- Exercise -
Print, in exact form, the lines below from the one containing "index tip: (1133, 675)" through the one containing "pinky tip: (1128, 779)", and omit all others.

****

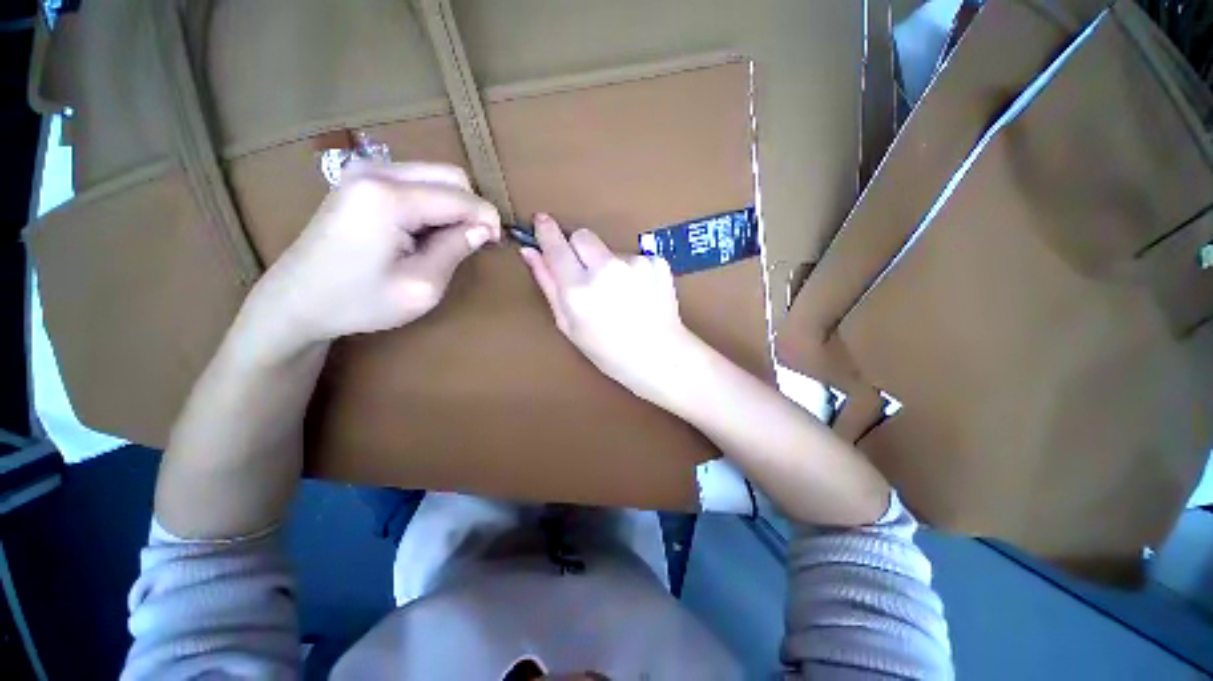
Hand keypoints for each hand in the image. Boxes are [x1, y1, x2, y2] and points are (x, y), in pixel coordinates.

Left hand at [242, 162, 500, 355]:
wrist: (297, 301)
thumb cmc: (358, 301)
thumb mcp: (421, 286)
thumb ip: (456, 250)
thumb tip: (484, 228)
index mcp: (389, 197)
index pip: (460, 197)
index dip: (487, 219)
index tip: (495, 244)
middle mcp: (377, 171)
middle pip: (450, 175)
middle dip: (471, 208)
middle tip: (472, 243)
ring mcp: (365, 171)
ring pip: (435, 175)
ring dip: (453, 206)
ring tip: (447, 241)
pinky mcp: (361, 180)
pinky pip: (416, 181)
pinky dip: (433, 203)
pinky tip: (425, 231)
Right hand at [519, 213, 695, 403]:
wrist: (659, 356)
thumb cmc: (608, 351)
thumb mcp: (569, 325)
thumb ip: (548, 285)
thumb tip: (531, 252)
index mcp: (578, 289)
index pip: (556, 246)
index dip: (546, 231)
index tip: (541, 221)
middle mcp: (606, 269)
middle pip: (583, 235)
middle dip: (579, 248)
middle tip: (586, 274)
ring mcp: (634, 263)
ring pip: (610, 249)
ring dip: (608, 264)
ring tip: (619, 294)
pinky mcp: (656, 262)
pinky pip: (634, 257)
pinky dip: (632, 271)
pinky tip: (639, 293)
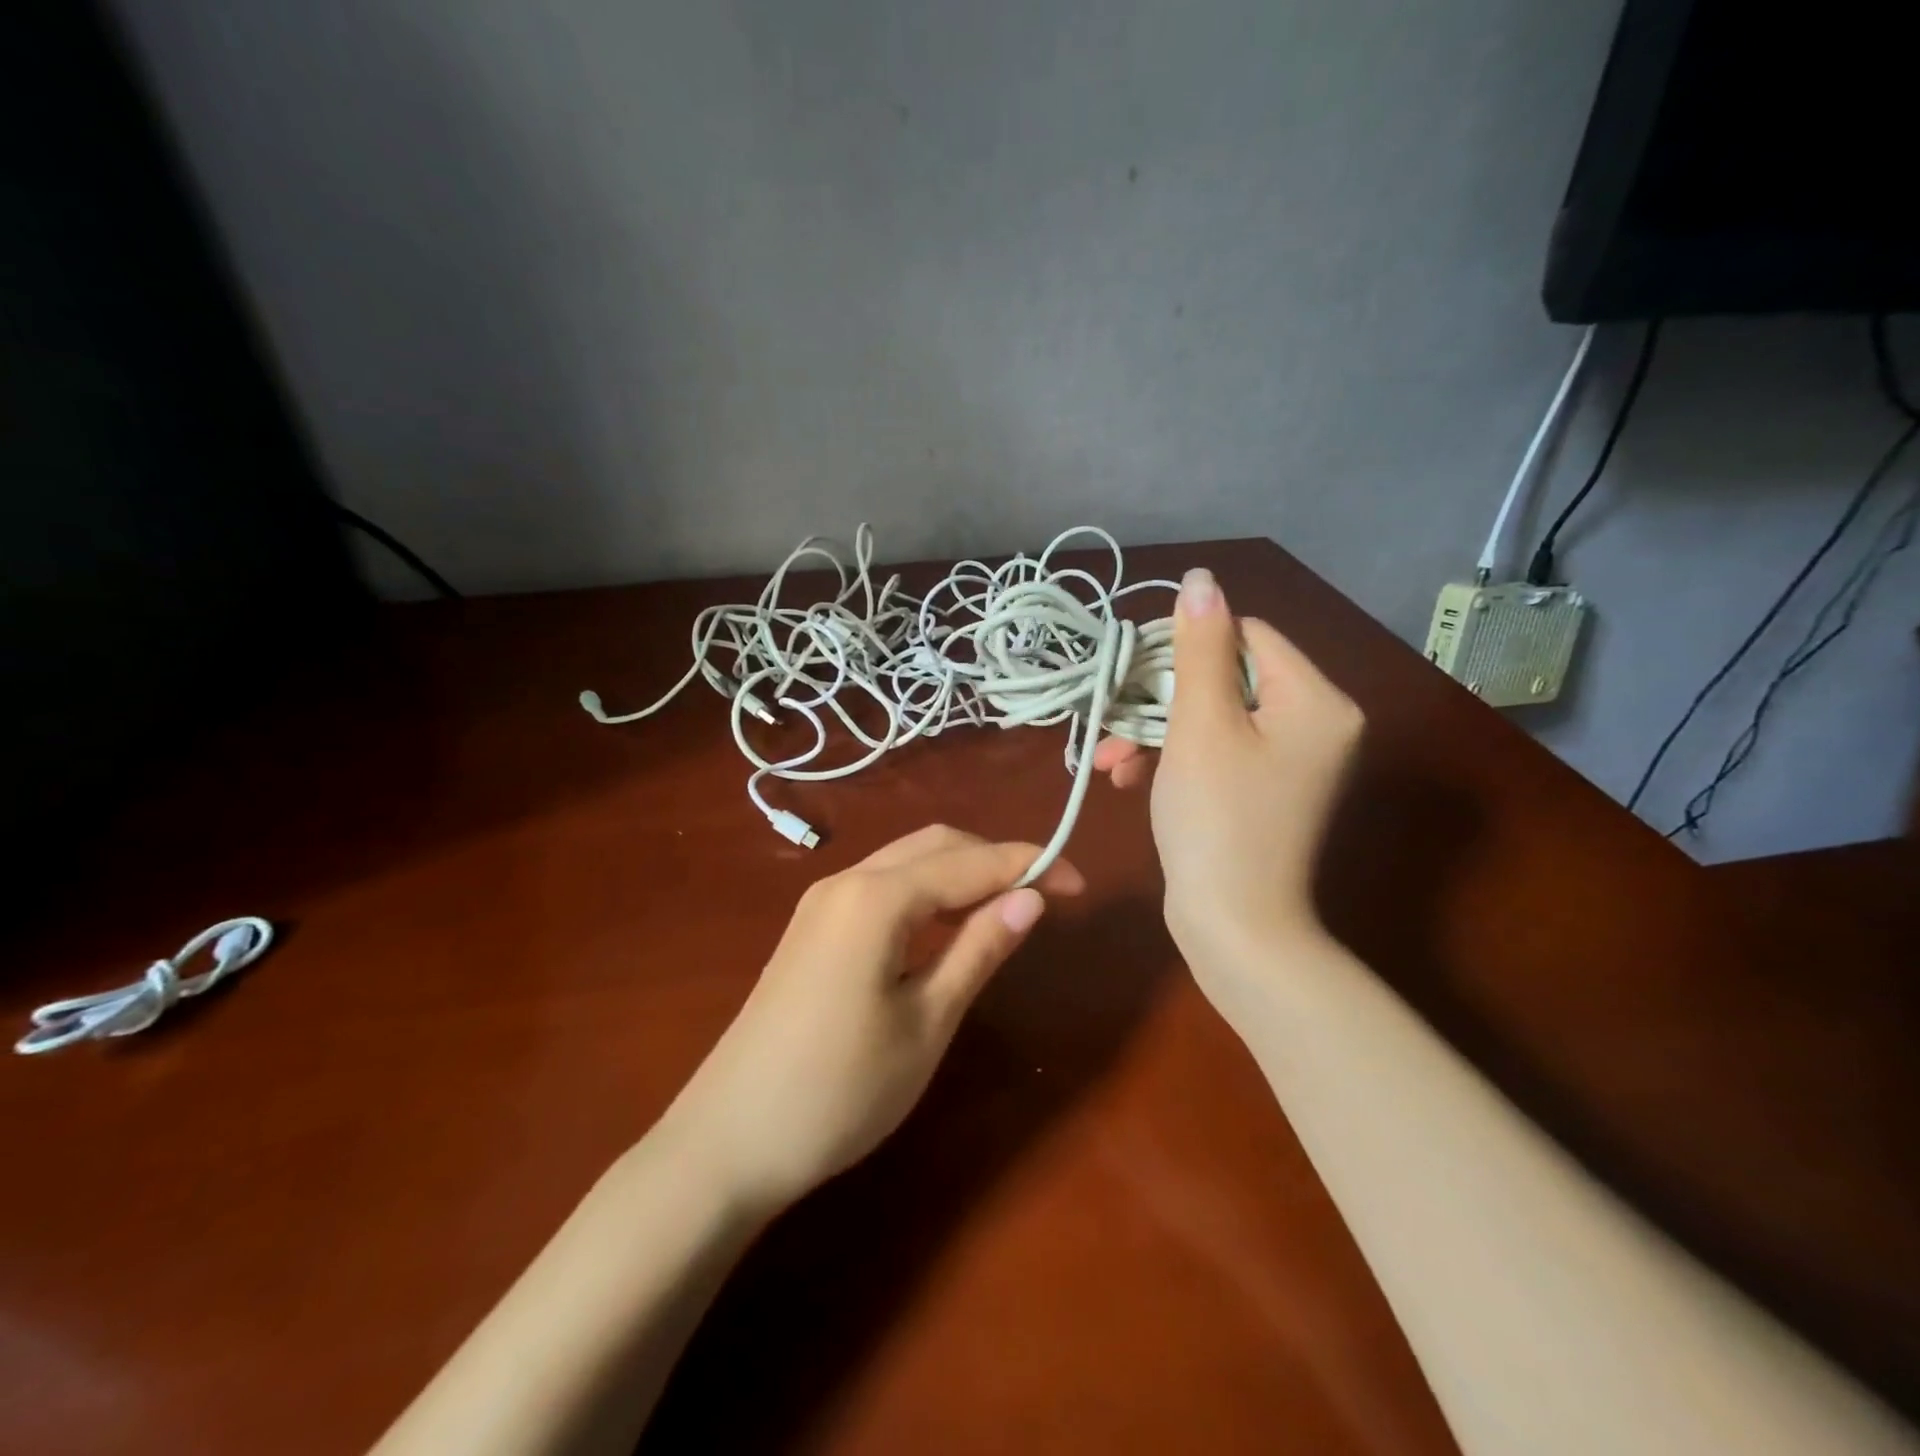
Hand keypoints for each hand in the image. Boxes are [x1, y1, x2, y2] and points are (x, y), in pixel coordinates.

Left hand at [656, 826, 1084, 1213]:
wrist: (727, 1141)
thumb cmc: (840, 1090)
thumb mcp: (927, 1023)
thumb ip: (979, 950)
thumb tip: (1032, 899)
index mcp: (876, 896)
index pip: (970, 862)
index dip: (1030, 865)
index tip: (1082, 886)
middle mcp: (846, 879)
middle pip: (936, 845)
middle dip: (995, 859)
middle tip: (1047, 897)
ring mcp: (822, 901)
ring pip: (906, 861)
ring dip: (961, 874)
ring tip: (1008, 910)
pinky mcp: (812, 927)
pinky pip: (882, 887)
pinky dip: (926, 893)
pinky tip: (947, 927)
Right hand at [1094, 568, 1362, 979]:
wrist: (1235, 929)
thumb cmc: (1217, 821)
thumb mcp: (1201, 725)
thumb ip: (1199, 647)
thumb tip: (1201, 579)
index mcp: (1316, 700)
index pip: (1245, 635)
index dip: (1183, 647)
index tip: (1133, 675)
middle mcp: (1316, 723)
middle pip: (1226, 678)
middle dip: (1159, 701)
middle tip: (1109, 723)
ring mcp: (1292, 762)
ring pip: (1213, 718)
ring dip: (1155, 732)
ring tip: (1109, 761)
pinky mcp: (1266, 792)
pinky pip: (1218, 753)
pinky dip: (1174, 759)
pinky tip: (1128, 779)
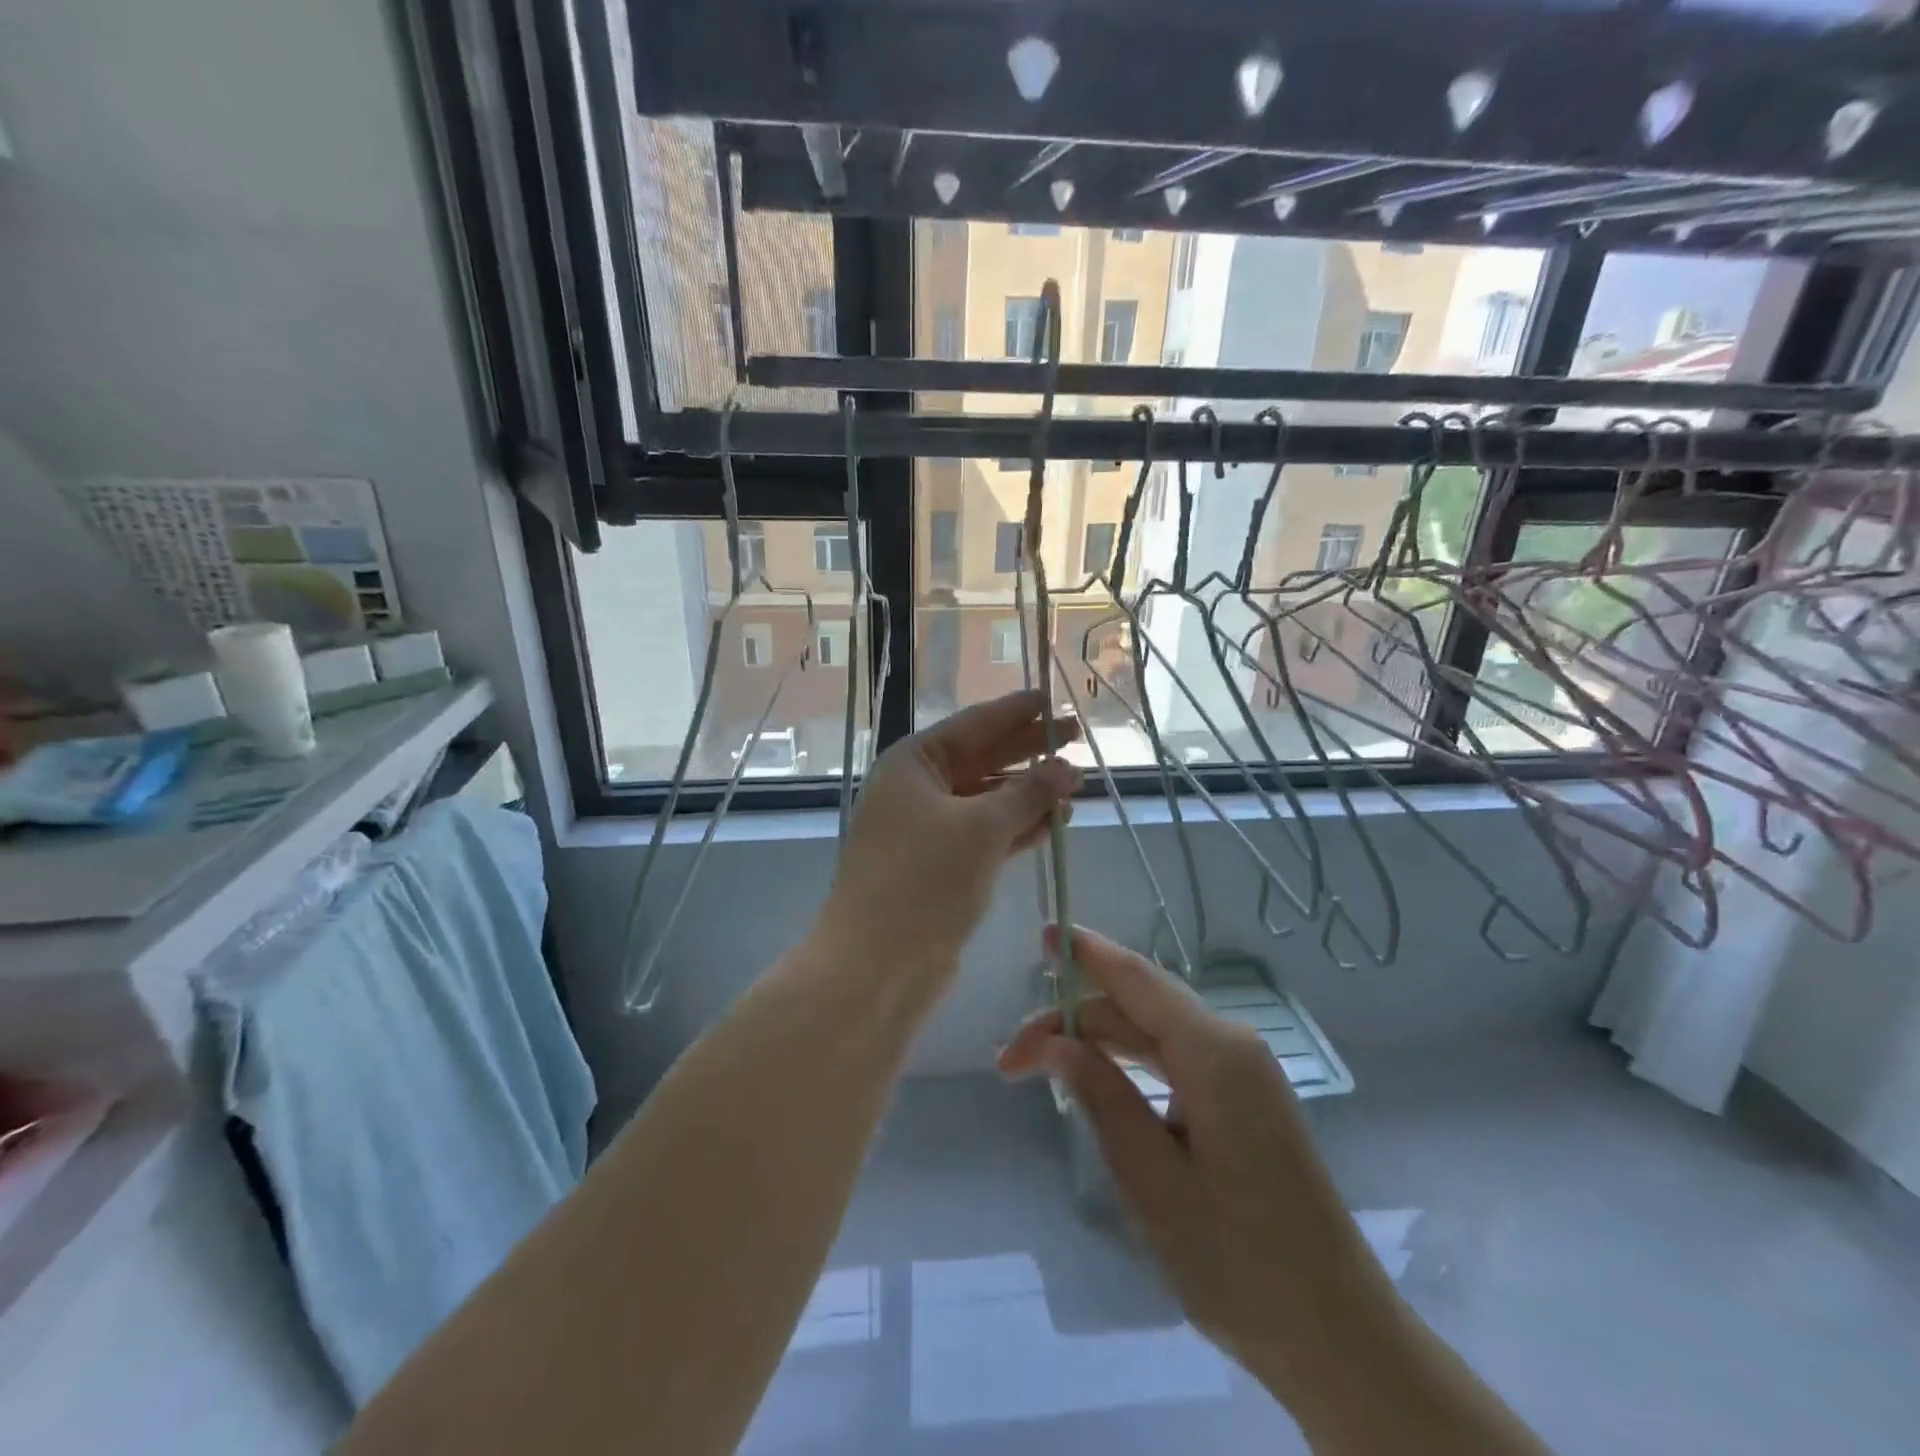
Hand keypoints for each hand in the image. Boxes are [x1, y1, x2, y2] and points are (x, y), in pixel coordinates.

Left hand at [819, 691, 1080, 977]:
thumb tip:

****

- Answer box -
index tip: (1133, 675)
middle mcp: (1316, 723)
middle pip: (1226, 678)
middle dip: (1159, 701)
middle tip: (1109, 723)
ring mcp: (1292, 762)
ring pip: (1213, 718)
ring dip: (1155, 732)
ring tip: (1109, 761)
pinky mcp: (1266, 792)
pinky pip: (1218, 753)
pinky dip: (1174, 759)
pinky tip: (1128, 779)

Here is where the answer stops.